Aim of the task: Gather each line of the entries below that includes "linecap".

Given data:

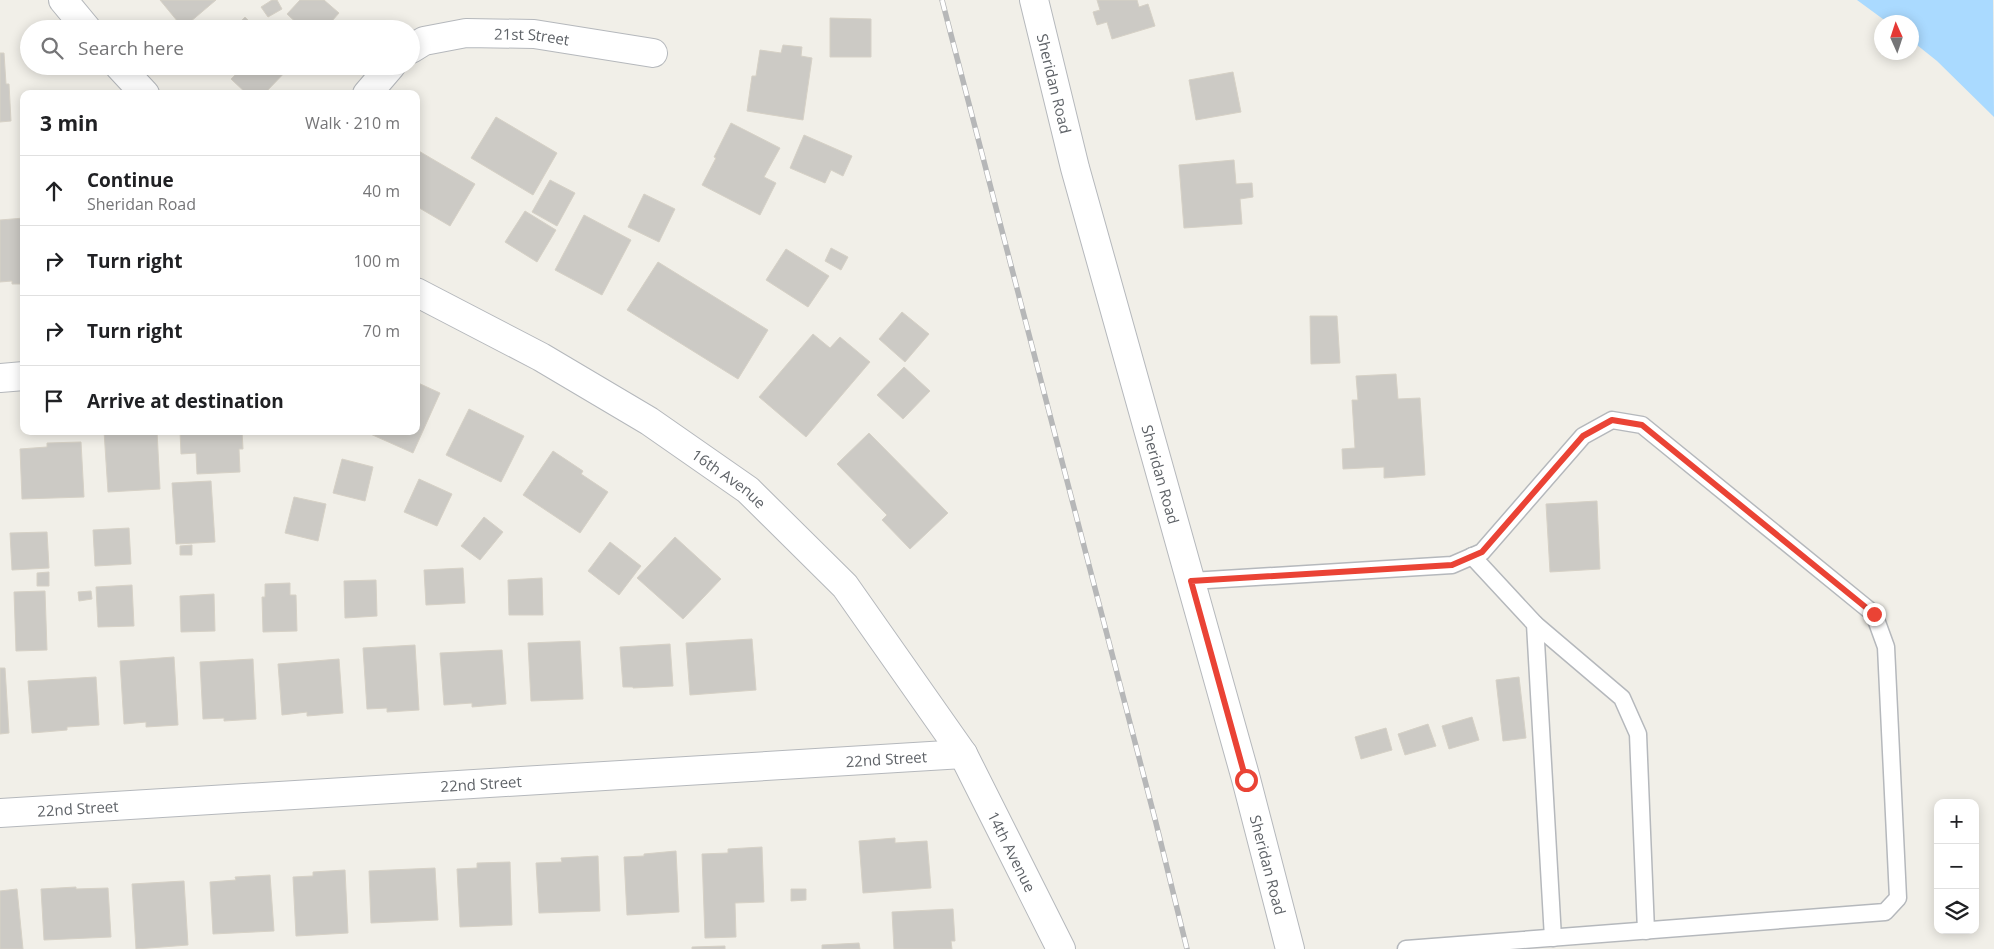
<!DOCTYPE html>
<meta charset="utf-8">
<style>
:root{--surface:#fff;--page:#f2f2f2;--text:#202124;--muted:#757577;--line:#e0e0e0}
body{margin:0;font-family:"Open Sans",sans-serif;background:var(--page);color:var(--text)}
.controls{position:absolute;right:15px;bottom:15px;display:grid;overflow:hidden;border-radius:10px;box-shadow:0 2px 12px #0003}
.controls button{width:45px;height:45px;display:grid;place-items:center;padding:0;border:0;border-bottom:1px solid var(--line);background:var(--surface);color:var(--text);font:25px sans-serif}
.compass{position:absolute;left:1874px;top:15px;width:45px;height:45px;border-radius:50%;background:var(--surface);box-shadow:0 2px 12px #0003;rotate:357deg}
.stop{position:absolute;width:15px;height:15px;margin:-11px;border:4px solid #ea4335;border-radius:50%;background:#fff}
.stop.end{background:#ea4335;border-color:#fff;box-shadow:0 1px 5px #0008}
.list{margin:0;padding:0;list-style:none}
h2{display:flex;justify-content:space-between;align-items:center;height:65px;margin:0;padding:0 20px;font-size:21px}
h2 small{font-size:16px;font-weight:400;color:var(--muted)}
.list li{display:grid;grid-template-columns:32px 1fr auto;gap:15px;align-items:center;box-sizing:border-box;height:70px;padding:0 20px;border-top:1px solid var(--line)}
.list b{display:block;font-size:19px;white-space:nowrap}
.list p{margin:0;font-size:16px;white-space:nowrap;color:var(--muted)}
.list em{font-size:16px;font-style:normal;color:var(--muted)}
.icon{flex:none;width:28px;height:28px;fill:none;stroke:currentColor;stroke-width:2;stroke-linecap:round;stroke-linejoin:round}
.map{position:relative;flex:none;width:1994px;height:949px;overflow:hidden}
.search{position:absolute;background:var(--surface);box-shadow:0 2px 12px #0003;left:20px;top:20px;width:400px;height:55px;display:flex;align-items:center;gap:12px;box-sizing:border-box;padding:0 18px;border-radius:28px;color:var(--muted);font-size:19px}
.panel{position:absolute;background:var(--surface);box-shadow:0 2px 12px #0003;left:20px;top:90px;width:400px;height:345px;border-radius:10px}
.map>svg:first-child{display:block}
.water{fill:#aadaff}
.building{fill:#cccac5;stroke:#d6d1c6}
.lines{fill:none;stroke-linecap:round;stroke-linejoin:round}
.service-casing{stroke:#b5b8bc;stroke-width:19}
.minor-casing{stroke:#b5b8bc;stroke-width:30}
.tertiary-casing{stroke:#b5b8bc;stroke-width:30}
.service{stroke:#fff;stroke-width:16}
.minor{stroke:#fff;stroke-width:28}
.tertiary{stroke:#fff;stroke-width:28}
.rail-casing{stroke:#b6b7b8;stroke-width:5.5}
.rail{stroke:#fff;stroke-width:4;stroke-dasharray:11;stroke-linecap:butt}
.route{stroke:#ea4335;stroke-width:6}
.labels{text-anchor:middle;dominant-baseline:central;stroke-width:5;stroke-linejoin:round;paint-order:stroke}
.street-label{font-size:15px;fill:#5f6368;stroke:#fff}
</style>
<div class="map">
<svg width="1994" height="949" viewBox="0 0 1994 949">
<rect width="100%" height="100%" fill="#f1efe8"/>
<polygon class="water" points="1857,0 1993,0 1994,117 1937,61 1912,41 1912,22 1887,22"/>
<g class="building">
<polygon points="160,0 216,0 183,28"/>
<polygon points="272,0 277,0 282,9 268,17 261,7"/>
<polygon points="300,0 324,0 339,13 325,29 303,29 287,14"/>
<polygon points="1097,0 1137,0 1139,7 1148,4 1155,26 1112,39 1107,22 1097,25 1093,12 1100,10"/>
<polygon points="245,17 257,29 233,29"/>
<polygon points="830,18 871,19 871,57 830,57"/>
<polygon points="783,45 802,47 801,56 812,58 803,120 747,111 752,76 756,76 760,50 781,53"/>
<polygon points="0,53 4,53 6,84 9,84 11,121 0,122"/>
<polygon points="226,66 291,66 264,94 247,94 231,79 235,75"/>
<polygon points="1233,72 1241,112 1196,120 1189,80"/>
<polygon points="496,117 557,153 533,195 471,158"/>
<polygon points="731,123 780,148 764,177 776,183 760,215 702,185 716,158 714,157"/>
<polygon points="804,135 852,156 843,176 831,170 825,183 790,168"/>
<polygon points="417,150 475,184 450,226 416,206"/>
<polygon points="1234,160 1236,184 1252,183 1253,197 1240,199 1242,224 1184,228 1179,165"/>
<polygon points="550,180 575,193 557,226 532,212"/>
<polygon points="644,194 675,209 659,242 628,227"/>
<polygon points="525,211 556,230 537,262 505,242"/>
<polygon points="584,215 631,240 602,295 555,270"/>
<polygon points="24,218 24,284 12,284 12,281 0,282 0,220"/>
<polygon points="831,248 848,257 841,270 825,261"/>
<polygon points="786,249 829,276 808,307 766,280"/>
<polygon points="658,262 768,330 738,379 627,310"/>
<polygon points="902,312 929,334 905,362 879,339"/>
<polygon points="1310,316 1337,316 1340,363 1311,364"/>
<polygon points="813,334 830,348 840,337 870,362 806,437 759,397"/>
<polygon points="904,367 930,391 903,419 877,395"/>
<polygon points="1396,374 1398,399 1420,398 1425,475 1384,478 1384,467 1343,469 1342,449 1355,448 1352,400 1358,400 1356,376"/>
<polygon points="416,382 440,393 413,453 366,432 416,431"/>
<polygon points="469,409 524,436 501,482 446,455"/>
<polygon points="104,431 157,431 160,489 108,492"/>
<polygon points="180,431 242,431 243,449 239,449 240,472 197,474 196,453 181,454"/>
<polygon points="869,433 948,513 910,549 882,520 887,515 837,464"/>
<polygon points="81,442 84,497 22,499 20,449 47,447 47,443"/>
<polygon points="553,451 583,471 581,474 608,492 580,533 523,495"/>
<polygon points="342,459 373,467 365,501 333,493"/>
<polygon points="419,479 452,494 437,526 404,512"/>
<polygon points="211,481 215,542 176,544 172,483"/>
<polygon points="294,497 326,504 318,541 285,533"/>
<polygon points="1597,501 1600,569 1550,572 1546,504"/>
<polygon points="484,517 503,532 480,560 461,546"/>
<polygon points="129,528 131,564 95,566 93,530"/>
<polygon points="47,532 49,568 12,570 10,533"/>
<polygon points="675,537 721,579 683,619 637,578"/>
<polygon points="610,542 641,566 619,595 588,571"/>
<polygon points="192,545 192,555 180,555 180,546"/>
<polygon points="463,568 465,603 426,605 424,570"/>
<polygon points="49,572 49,586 37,586 37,573"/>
<polygon points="542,578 543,615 509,615 508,580"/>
<polygon points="376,580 377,616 345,618 344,581"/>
<polygon points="290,583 290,595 296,595 297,631 263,632 262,597 265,597 265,584"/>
<polygon points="132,585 134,626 98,627 96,587"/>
<polygon points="45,591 47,650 16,651 14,592"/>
<polygon points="91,591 92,599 79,601 78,592"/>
<polygon points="214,594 215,631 181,632 180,596"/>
<polygon points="752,639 756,690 690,695 686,643"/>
<polygon points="580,641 583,699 531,701 528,643"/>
<polygon points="670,644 673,686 633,688 633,687 623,687 620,647"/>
<polygon points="415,645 419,710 387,712 387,708 367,709 363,648"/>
<polygon points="502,650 506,704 472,707 472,703 444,705 440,653"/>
<polygon points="174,657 178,725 146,727 146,722 124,724 120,661"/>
<polygon points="253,659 256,719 224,721 224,718 203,719 200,662"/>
<polygon points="339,659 343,713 307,716 307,712 282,715 278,664"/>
<polygon points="0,668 5,668 9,733 0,734"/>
<polygon points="96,677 99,725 67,727 67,730 32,733 28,681"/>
<polygon points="1519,677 1526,738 1503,741 1496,680"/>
<polygon points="1472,717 1479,740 1449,749 1442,726"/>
<polygon points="1428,724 1436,746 1405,755 1398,734"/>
<polygon points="1386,728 1392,750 1361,759 1355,737"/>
<polygon points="895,838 895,843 927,841 931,888 863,893 859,841"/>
<polygon points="762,847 764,902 735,903 736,937 705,938 702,854 728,853 728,849"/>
<polygon points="676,851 679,912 627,915 624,857 644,856 644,854"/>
<polygon points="598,856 600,911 539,913 536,863 562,862 561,858"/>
<polygon points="510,862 512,925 460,927 457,869 477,868 477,863"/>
<polygon points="435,868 438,920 371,923 369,871"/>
<polygon points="345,870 348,933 296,936 293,877 313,876 313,872"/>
<polygon points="270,875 274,931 213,934 210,882 236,880 235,877"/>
<polygon points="184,881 188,945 136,949 132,884"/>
<polygon points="76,887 76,889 108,888 111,937 44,940 41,889"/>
<polygon points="17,889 23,949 0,949 0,891"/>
<polygon points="791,889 806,889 806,900 791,901"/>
<polygon points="953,909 955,941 951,941 952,949 894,949 892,912"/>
<polygon points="859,943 860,949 822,949 822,945"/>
<polygon points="725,946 725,949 692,949 692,947"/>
</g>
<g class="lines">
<g class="service-casing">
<g id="service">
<polyline points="1472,556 1535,624 1553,938"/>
<polyline points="1191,581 1452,565 1482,552 1583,436 1612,420 1642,425 1874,614 1886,647 1898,898 1885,912 1406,949"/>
<polyline points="1535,624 1622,698 1638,734 1646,931"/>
</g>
</g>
<g class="minor-casing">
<g id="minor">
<polyline points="63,0 87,29"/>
<path id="s1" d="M411,49L424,41L466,33L534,34L653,53"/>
<polyline points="119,66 145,94"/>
<polyline points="367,94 391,66"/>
<path id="s2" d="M416,292L541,357L649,421L748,490L845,586L963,754L1061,949"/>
<polyline points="0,378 24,376"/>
<path id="s3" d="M0,813L963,754"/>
</g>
</g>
<g class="tertiary-casing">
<g id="tertiary">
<path id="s4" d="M1034,0L1075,168L1246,779L1290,949"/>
</g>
</g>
<use href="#service" class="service"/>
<use href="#minor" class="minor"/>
<use href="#tertiary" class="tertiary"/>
<g class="rail-casing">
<polyline id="rail" points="942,0 1156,823 1187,949"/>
</g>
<use href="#rail" class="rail"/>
</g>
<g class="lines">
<polyline class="route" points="1246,780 1191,581 1452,565 1482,552 1583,436 1612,420 1642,425 1874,614"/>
</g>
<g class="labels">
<g class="street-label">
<text stroke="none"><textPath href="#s1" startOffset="124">21st Street</textPath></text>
<text stroke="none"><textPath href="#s4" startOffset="86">Sheridan Road</textPath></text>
<text stroke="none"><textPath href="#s4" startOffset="491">Sheridan Road</textPath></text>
<text stroke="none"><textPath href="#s2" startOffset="365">16th Avenue</textPath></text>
<text stroke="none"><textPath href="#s3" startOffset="888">22nd Street</textPath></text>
<text stroke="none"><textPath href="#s3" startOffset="482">22nd Street</textPath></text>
<text stroke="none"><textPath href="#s3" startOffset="78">22nd Street</textPath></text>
<text stroke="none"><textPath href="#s2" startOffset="838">14th Avenue</textPath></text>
<text stroke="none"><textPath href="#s4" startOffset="896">Sheridan Road</textPath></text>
</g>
</g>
</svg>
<div class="controls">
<button>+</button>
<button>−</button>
<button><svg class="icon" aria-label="layers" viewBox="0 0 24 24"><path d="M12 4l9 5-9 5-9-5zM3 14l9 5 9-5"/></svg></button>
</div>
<svg class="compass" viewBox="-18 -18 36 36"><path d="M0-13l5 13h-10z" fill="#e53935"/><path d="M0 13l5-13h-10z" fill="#757577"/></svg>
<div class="stop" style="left:1246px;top:780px"></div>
<div class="stop end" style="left:1874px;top:614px"></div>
<div class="search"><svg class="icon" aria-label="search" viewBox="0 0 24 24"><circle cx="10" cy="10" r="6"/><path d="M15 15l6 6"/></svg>Search here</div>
<section class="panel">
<h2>3 min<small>Walk · 210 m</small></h2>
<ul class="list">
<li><svg class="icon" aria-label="ahead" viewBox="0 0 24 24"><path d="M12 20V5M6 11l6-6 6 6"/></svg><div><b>Continue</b><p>Sheridan Road</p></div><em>40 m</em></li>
<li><svg class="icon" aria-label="right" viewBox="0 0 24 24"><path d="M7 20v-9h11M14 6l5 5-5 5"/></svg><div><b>Turn right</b></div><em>100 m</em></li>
<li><svg class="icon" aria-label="right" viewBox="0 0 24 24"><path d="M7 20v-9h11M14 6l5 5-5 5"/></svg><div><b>Turn right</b></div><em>70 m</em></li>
<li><svg class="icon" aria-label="arrive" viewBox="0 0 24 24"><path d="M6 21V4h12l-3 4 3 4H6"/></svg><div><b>Arrive at destination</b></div></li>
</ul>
</section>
</div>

Answer for the task:
.icon{flex:none;width:28px;height:28px;fill:none;stroke:currentColor;stroke-width:2;stroke-linecap:round;stroke-linejoin:round}
.lines{fill:none;stroke-linecap:round;stroke-linejoin:round}
.rail{stroke:#fff;stroke-width:4;stroke-dasharray:11;stroke-linecap:butt}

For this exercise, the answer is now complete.